* Required work: Please report how many lines in the following material hold the string "roads", giving only the number.

* Data for analysis:

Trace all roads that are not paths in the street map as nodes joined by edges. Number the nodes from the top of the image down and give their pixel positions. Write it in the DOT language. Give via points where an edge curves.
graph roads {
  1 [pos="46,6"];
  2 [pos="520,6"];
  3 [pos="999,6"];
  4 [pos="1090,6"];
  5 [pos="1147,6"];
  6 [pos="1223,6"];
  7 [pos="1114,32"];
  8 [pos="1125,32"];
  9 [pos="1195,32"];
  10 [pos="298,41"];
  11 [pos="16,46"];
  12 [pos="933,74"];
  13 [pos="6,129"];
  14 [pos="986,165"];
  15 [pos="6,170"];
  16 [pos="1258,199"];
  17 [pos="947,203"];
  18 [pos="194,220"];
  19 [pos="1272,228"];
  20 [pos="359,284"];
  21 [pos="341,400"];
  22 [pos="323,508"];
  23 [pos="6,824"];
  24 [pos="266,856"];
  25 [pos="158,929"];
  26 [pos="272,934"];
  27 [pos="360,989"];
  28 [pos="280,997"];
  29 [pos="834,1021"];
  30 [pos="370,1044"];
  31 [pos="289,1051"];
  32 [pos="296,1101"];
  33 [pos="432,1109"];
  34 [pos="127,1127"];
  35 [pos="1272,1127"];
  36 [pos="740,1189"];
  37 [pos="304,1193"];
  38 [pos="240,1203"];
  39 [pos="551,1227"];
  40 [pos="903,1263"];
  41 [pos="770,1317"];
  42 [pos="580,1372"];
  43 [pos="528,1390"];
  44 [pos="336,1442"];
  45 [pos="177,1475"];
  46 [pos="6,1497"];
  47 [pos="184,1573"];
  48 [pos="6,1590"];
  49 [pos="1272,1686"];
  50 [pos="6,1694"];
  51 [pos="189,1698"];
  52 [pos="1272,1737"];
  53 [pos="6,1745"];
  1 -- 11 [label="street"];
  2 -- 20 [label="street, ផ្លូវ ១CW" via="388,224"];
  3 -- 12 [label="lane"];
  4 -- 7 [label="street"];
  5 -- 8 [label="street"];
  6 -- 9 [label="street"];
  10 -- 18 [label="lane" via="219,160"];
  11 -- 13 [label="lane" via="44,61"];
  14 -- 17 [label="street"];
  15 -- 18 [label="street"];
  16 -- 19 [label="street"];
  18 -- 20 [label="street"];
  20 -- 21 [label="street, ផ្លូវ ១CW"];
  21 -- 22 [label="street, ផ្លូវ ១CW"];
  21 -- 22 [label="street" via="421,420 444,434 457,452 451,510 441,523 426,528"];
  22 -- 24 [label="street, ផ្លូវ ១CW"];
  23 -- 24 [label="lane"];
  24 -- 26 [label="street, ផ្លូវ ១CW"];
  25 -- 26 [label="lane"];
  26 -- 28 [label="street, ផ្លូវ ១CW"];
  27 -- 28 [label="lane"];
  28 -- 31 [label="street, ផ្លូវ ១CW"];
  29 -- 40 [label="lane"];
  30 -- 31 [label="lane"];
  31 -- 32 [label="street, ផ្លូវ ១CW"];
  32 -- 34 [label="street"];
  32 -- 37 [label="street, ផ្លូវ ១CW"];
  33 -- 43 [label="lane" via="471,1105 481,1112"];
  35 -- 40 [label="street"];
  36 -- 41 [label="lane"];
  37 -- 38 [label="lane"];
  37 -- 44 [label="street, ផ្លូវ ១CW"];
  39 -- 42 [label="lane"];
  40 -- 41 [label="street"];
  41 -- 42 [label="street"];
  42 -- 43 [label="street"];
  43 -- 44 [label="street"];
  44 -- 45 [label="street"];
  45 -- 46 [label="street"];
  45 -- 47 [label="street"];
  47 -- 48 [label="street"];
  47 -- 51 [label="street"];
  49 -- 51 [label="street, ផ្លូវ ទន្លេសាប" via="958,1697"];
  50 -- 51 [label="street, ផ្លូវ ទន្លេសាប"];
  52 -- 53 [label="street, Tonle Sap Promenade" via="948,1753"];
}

* Output for this exercise: 2